- **Task description**:
The answer must consist of every line from the entries that holds the word "view".

START Information

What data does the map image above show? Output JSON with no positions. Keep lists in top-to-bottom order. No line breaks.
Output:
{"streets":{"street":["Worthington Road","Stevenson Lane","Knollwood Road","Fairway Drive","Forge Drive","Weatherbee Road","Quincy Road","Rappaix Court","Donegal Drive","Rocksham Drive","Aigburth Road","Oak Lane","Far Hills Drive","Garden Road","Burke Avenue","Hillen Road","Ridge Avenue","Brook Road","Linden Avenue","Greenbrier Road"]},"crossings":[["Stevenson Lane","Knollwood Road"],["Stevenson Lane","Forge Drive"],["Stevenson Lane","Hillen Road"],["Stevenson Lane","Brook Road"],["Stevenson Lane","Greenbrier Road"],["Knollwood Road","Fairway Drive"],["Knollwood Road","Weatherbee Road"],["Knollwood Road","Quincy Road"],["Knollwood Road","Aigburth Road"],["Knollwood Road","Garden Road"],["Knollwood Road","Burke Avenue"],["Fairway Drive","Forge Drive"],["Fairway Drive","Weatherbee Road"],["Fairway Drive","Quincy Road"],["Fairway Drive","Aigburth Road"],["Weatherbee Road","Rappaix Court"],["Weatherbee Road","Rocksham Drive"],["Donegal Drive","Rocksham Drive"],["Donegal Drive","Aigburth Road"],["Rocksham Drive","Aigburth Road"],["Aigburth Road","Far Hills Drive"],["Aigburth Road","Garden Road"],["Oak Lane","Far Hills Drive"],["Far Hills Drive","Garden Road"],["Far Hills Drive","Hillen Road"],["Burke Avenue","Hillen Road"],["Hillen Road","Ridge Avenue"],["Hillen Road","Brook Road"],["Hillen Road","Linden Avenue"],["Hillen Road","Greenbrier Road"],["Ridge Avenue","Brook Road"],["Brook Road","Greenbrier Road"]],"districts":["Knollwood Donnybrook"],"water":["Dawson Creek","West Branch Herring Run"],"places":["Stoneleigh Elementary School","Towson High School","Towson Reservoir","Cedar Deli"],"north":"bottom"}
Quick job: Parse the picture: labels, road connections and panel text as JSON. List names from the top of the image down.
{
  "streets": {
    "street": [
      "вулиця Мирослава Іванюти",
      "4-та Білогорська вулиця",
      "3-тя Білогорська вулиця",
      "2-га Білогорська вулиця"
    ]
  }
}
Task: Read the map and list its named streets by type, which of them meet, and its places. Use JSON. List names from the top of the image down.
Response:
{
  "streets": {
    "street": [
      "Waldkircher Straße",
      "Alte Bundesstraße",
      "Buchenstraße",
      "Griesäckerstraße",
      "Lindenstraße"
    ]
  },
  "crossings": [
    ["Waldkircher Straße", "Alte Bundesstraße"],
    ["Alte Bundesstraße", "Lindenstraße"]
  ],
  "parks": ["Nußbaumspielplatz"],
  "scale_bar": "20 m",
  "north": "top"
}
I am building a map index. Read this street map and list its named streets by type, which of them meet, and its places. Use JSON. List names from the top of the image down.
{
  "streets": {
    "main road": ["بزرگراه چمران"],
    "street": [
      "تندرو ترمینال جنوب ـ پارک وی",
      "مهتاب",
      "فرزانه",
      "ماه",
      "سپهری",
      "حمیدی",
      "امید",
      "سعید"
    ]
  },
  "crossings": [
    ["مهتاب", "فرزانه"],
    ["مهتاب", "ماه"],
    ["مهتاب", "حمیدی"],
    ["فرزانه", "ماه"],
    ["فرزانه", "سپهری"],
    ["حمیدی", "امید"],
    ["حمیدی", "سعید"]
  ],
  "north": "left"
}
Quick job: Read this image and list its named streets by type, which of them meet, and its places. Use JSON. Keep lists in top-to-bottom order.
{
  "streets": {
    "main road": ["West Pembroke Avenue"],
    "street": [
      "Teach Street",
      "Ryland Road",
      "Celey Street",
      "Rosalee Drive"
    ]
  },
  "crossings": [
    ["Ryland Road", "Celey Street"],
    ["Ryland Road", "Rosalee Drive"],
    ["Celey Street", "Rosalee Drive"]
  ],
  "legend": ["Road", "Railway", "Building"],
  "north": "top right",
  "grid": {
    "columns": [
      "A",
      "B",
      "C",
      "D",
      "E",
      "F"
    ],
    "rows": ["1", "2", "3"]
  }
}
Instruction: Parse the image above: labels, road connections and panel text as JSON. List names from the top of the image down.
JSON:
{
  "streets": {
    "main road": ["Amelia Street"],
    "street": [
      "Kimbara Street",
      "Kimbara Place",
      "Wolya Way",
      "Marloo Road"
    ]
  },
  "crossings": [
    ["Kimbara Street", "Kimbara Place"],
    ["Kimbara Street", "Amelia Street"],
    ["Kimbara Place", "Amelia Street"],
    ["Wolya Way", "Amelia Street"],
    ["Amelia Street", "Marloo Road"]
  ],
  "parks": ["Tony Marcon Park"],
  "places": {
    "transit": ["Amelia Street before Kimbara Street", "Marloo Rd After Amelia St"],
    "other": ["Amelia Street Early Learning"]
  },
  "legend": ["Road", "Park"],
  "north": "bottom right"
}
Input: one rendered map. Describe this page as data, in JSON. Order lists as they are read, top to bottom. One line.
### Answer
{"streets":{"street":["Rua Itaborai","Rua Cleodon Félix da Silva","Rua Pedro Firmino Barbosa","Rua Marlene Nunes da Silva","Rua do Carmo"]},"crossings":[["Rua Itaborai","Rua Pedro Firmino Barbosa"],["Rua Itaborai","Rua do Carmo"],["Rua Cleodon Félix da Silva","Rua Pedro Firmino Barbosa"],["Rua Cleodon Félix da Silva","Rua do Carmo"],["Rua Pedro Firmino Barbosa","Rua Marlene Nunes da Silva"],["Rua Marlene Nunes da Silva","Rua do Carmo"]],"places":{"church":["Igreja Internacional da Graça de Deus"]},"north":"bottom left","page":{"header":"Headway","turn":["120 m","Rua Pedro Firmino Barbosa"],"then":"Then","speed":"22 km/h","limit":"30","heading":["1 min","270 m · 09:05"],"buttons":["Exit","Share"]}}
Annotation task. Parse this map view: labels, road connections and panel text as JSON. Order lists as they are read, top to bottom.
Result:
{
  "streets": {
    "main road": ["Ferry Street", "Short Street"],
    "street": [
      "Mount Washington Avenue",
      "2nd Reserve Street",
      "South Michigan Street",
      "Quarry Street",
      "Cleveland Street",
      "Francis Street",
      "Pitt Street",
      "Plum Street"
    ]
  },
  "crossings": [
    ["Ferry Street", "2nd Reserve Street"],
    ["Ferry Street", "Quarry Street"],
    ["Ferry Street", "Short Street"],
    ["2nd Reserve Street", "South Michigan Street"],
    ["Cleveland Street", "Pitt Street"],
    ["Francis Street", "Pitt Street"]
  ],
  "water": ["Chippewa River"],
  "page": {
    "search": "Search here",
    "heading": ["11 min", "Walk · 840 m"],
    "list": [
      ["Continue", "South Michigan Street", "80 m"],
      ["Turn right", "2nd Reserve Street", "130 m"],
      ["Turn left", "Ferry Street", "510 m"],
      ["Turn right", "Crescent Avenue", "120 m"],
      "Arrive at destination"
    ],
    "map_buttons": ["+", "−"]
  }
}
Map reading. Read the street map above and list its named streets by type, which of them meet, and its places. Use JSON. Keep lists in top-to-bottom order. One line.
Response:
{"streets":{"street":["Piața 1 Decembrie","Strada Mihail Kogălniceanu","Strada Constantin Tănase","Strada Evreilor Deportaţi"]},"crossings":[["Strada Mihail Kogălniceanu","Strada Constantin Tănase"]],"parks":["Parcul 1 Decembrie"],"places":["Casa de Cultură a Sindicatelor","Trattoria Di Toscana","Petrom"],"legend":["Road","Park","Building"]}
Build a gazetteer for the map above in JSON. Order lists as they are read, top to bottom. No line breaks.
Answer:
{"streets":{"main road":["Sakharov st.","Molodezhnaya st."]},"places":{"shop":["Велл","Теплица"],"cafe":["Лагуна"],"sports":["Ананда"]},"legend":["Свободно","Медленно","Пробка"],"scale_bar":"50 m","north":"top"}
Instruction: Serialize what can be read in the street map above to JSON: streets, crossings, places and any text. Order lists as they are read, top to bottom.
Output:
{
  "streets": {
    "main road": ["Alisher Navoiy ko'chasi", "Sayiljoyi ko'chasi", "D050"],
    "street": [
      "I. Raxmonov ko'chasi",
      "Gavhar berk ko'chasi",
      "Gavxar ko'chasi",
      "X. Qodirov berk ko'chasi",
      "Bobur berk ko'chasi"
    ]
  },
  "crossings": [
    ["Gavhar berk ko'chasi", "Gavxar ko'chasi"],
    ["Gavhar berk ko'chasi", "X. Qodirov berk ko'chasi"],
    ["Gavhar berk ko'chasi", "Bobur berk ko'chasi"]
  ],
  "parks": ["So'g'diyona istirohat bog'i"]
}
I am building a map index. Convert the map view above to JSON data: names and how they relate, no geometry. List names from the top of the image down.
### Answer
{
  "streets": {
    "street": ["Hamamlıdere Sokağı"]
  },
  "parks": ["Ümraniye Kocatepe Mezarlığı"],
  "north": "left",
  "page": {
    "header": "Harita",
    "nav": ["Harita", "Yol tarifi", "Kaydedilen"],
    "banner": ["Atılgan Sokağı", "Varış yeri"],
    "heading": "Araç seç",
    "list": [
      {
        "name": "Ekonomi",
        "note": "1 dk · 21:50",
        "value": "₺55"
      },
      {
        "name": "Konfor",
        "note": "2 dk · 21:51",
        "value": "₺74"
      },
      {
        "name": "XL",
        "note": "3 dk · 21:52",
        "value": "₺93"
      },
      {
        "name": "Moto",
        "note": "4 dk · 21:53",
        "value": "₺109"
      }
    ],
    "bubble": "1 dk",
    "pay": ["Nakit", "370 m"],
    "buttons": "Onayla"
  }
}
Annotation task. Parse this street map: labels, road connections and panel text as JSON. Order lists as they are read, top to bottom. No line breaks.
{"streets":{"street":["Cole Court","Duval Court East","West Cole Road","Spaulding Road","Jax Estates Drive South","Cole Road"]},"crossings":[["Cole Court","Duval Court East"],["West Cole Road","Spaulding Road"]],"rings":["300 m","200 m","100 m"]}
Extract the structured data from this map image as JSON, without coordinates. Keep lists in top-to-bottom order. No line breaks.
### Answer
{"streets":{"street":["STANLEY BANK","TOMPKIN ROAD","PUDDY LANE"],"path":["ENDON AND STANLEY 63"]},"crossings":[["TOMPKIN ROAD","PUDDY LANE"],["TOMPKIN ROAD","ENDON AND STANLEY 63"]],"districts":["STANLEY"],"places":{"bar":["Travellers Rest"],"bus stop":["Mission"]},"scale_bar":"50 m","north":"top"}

END Information

- **Solution for this exercise**:
Annotation task. Parse this map view: labels, road connections and panel text as JSON. Order lists as they are read, top to bottom.
I am building a map index. Convert the map view above to JSON data: names and how they relate, no geometry. List names from the top of the image down.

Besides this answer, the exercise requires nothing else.